John Dudley Ball Jr. (July 8, 1911 – October 15, 1988) was an American writer best known for mystery novels involving the African-American police detective Virgil Tibbs. Tibbs was introduced in the 1965 novel In the Heat of the Night, which won the Edgar Award for Best First Novel from the Mystery Writers of America and was made into an Oscar-winning film of the same name, starring Sidney Poitier and Rod Steiger.
Ball was born in Schenectady, New York, grew up in Milwaukee, Wisconsin, and attended Carroll College in Waukesha, Wisconsin. He wrote for a number of magazines and newspapers, including the Brooklyn Eagle.
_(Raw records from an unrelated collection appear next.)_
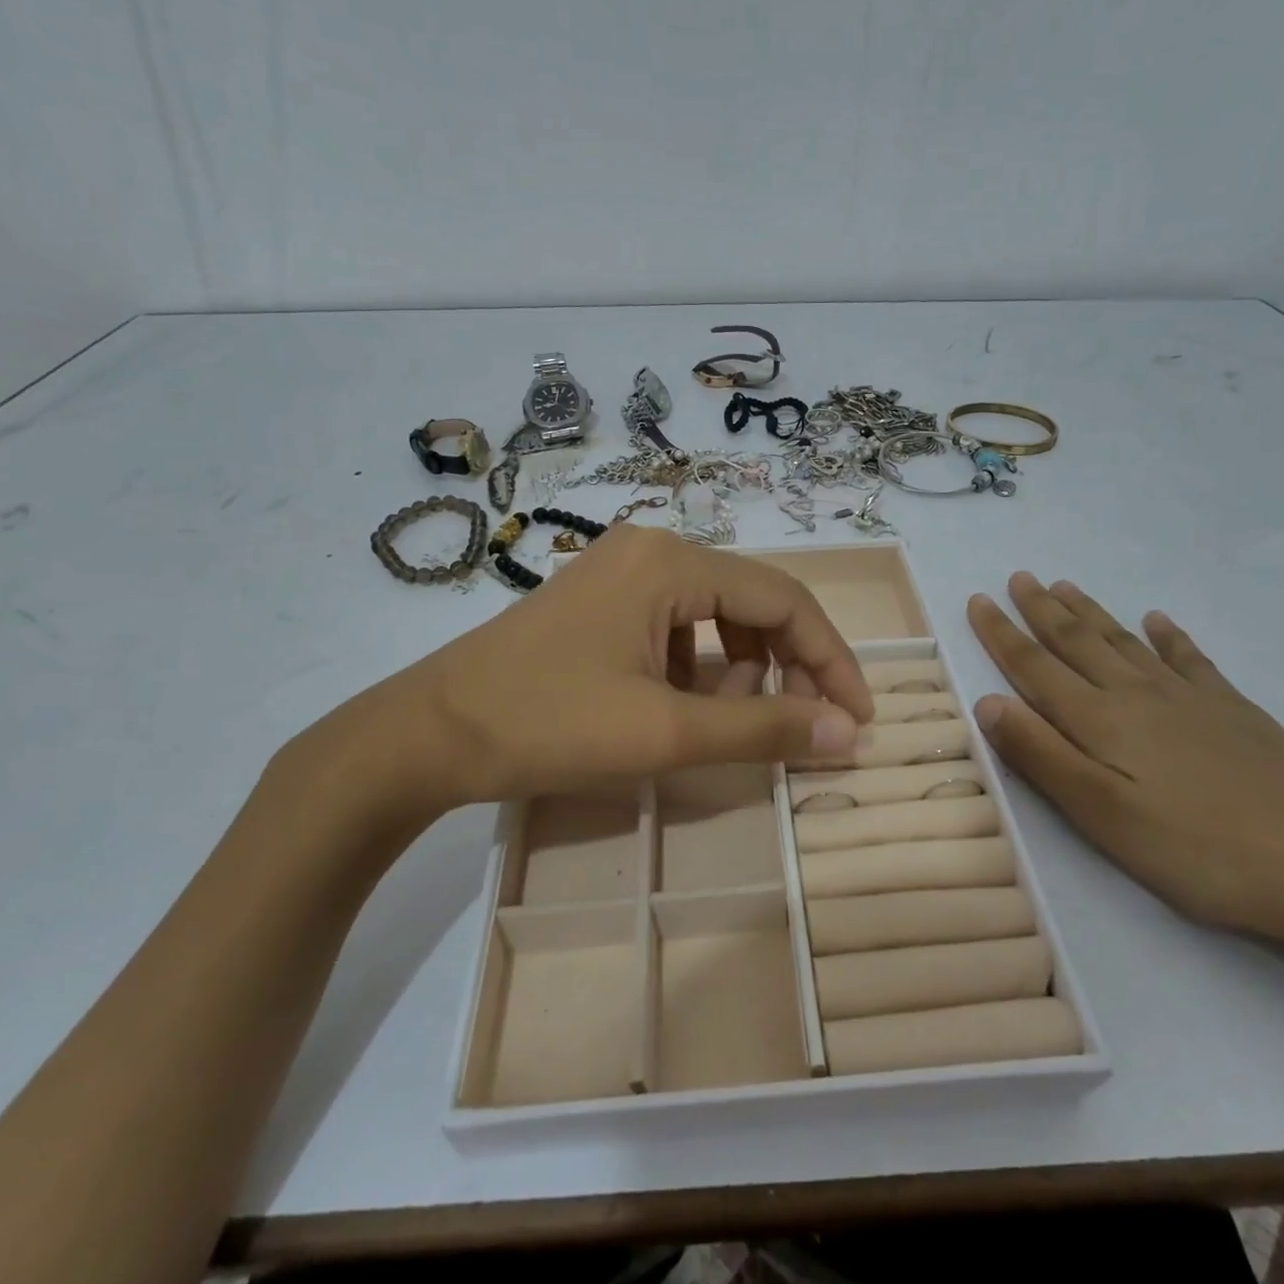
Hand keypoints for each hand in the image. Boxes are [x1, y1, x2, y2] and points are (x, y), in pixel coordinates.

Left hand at [282, 526, 872, 845]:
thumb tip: (847, 733)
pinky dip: (699, 666)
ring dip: (741, 667)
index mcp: (671, 560)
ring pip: (717, 614)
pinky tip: (679, 707)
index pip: (785, 600)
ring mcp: (622, 570)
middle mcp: (652, 548)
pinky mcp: (602, 600)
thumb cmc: (547, 725)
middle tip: (796, 727)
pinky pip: (677, 625)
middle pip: (754, 601)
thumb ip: (762, 728)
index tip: (856, 718)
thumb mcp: (664, 733)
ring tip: (727, 720)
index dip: (831, 660)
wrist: (426, 735)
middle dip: (787, 666)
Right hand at [967, 573, 1283, 952]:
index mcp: (1101, 721)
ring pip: (1125, 642)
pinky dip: (1169, 636)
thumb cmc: (1198, 851)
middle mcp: (1138, 696)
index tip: (977, 600)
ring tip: (1065, 586)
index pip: (1036, 667)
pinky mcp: (1234, 711)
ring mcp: (1191, 699)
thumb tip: (988, 703)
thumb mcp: (1102, 816)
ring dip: (1091, 613)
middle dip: (1041, 610)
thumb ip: (1042, 756)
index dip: (1002, 634)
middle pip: (1078, 642)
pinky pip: (1190, 659)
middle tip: (1018, 577)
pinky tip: (1160, 619)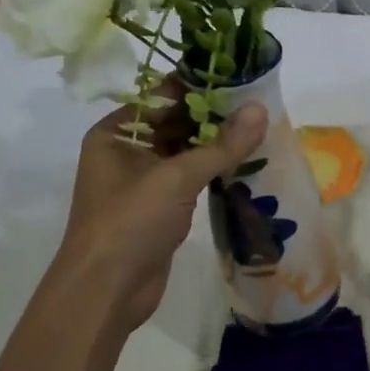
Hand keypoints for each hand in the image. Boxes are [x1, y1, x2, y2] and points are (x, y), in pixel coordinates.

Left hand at [53, 94, 267, 332]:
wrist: (107, 291)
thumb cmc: (130, 223)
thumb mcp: (176, 178)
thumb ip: (221, 145)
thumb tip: (261, 109)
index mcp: (118, 133)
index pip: (163, 97)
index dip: (201, 86)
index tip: (243, 79)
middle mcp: (128, 151)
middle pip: (177, 123)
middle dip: (215, 117)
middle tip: (261, 106)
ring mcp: (144, 182)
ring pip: (187, 153)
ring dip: (219, 145)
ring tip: (262, 130)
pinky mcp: (160, 209)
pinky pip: (191, 180)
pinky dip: (215, 172)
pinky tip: (247, 164)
For a time he worked as a part-time reserve deputy for the Los Angeles County Sheriff's Office, was trained in martial arts, and was a nudist. In the mid-1980s, he was the book review columnist for Mike Shayne Mystery Magazine. Ball lived in Encino, California, and died there in 1988. He was a member of the exclusive The Baker Street Irregulars, a society of ardent Sherlock Holmes fans. He was invested in the BSI in 1960 as "The Oxford Flier."
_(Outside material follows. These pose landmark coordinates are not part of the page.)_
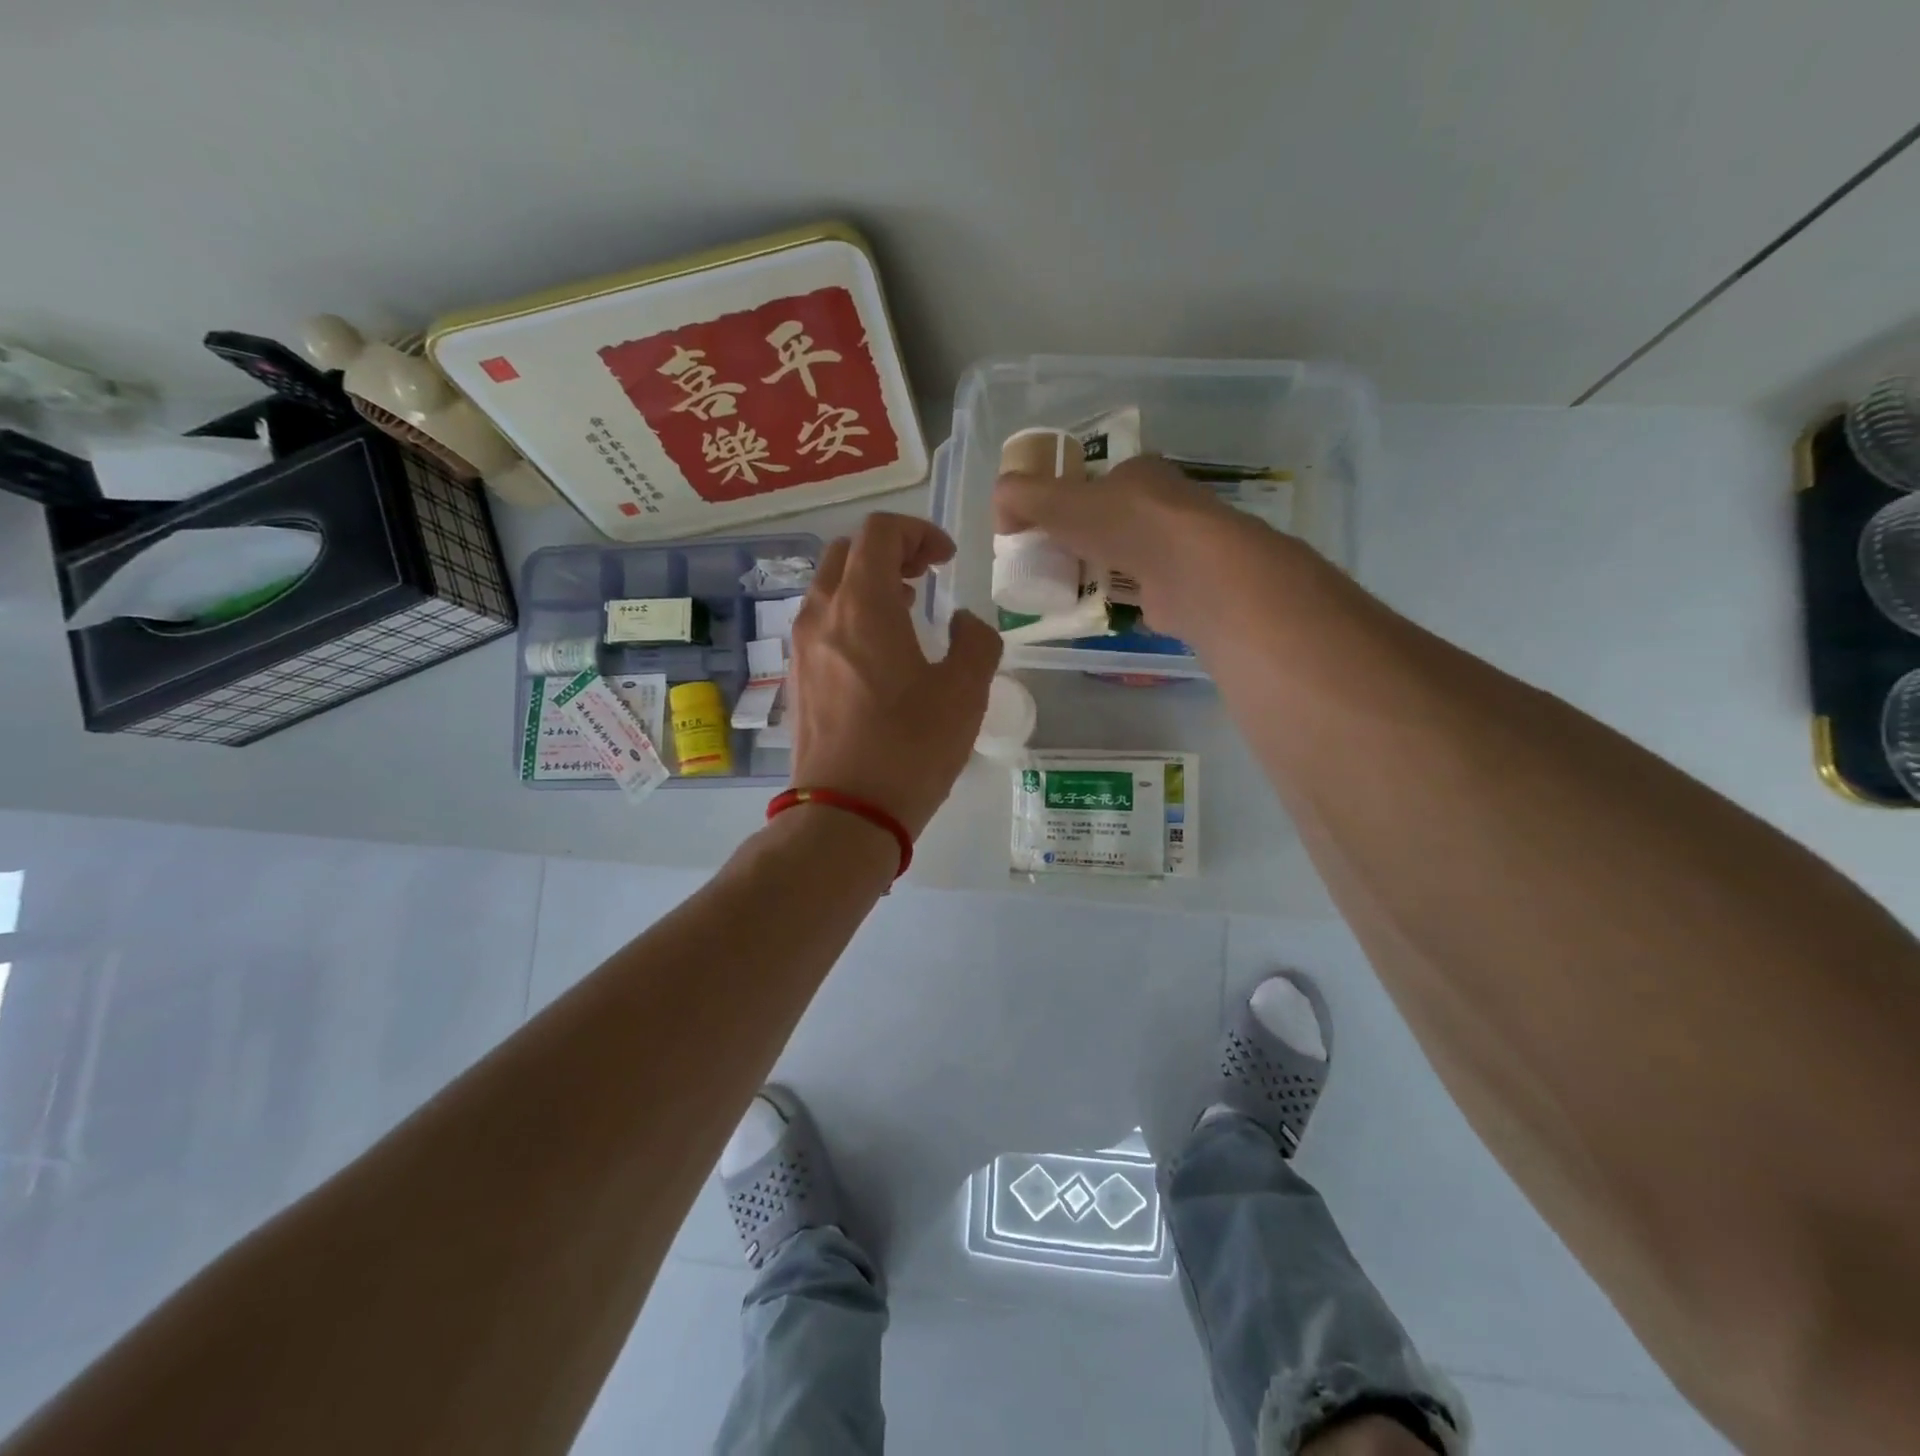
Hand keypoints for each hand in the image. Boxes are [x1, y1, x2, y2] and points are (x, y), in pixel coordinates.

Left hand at [788, 513, 1001, 837]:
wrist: (846, 812)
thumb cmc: (910, 748)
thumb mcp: (965, 692)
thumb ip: (976, 641)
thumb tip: (963, 623)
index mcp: (862, 605)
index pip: (879, 532)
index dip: (919, 533)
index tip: (947, 561)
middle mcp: (821, 614)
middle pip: (847, 552)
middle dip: (890, 551)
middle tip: (926, 576)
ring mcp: (801, 648)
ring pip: (829, 588)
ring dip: (868, 584)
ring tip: (907, 611)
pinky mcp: (797, 679)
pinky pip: (821, 624)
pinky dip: (850, 616)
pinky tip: (879, 654)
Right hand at [994, 455, 1286, 641]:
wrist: (1190, 572)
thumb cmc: (1124, 524)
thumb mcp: (1057, 501)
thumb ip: (1022, 496)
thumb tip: (999, 506)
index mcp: (1139, 472)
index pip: (1096, 480)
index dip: (1065, 499)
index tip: (1040, 525)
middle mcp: (1163, 503)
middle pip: (1110, 519)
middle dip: (1080, 538)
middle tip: (1047, 561)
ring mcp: (1177, 546)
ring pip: (1126, 554)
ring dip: (1097, 569)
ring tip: (1063, 588)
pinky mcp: (1182, 586)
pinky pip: (1139, 589)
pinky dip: (1116, 597)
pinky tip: (1093, 609)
Ball's Last Plane Out consists of two stories which share characters and then meld together. The first involves a group of travelers in a troubled Third World country, waiting for the last plane out, which they hope will carry them to safety. The second story is shared by an aviation buff who is given his chance to increase his flying skills by the airline that has been built by the pilot of the first story.
He died in 1988 and was buried at the Forest Lawn, Hollywood Hills Cemetery in Los Angeles.